PCD: Neuroprotective drugs
Autoantibody uptake: from Fc receptors to calcium signaling?
About the research project
To this date, there is no cure for the progressive neuronal loss seen in PCD patients. Even though removal of the tumor prevents further neuronal damage, it does not reverse the existing neurodegeneration and leaves the patients in severe disabled state, which is a burden both economically and socially. Our objective is to develop ex-vivo and in-vivo PCD models where we can pharmacologically target single molecules which are negatively affected by the CDR antibody binding.

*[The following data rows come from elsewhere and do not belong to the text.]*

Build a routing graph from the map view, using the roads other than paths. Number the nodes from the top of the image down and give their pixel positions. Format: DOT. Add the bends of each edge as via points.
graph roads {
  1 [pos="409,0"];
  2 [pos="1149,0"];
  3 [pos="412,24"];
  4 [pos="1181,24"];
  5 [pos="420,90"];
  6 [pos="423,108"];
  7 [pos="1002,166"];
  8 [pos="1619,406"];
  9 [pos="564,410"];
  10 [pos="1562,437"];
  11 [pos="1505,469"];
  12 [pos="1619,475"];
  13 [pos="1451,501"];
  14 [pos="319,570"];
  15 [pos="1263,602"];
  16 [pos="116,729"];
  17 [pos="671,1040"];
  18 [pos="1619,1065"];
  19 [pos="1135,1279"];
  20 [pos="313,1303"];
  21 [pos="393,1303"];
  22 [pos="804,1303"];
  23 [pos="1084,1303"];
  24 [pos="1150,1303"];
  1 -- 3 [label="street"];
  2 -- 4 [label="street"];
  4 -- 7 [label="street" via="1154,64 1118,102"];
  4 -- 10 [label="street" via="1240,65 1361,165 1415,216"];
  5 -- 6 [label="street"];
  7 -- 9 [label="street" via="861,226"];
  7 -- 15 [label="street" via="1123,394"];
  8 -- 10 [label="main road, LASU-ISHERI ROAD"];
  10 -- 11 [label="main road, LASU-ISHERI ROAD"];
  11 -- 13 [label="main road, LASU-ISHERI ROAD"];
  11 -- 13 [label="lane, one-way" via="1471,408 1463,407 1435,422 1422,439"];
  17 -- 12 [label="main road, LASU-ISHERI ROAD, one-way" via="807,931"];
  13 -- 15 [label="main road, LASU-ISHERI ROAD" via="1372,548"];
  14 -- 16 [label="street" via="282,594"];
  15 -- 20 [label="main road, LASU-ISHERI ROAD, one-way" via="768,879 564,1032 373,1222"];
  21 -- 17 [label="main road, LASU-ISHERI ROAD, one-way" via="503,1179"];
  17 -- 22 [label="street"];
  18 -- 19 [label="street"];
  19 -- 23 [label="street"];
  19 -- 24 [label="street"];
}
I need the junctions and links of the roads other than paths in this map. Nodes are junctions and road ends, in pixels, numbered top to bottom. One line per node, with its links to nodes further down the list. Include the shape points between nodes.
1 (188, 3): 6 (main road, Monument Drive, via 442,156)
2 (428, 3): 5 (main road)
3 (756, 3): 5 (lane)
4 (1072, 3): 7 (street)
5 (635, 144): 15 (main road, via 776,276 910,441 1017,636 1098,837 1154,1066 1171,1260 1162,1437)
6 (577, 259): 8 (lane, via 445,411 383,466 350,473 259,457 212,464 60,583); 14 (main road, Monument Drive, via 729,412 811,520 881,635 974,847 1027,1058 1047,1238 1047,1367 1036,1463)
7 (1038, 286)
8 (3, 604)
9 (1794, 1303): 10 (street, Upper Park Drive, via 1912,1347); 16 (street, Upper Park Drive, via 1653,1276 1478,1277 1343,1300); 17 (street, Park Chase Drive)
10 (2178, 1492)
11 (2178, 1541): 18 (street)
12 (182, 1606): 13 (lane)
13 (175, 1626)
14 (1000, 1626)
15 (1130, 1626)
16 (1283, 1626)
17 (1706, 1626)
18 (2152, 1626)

Investigating the drug effects not only on a cellular level but also at the entire CNS/body level will be the first milestone towards clinical trials regarding PCD related neuroprotective therapy.
Neuroprotective compounds
As current immunomodulatory therapies for Yo antibody-mediated PCD are not very effective, additional therapeutic strategies addressing in particular the Purkinje neurone degeneration are important forfuture PCD therapy. Our recent findings demonstrate that using compounds such as cyclosporin-A (CsA), cannabidiol (CBD) and butylated hydroxytoluene (BHT) that addressing calcium homeostasis imbalanceand ROS over-production seems to provide a high neuroprotective potential for Purkinje neurons ex vivo (doi: 10.1111/nan.12492).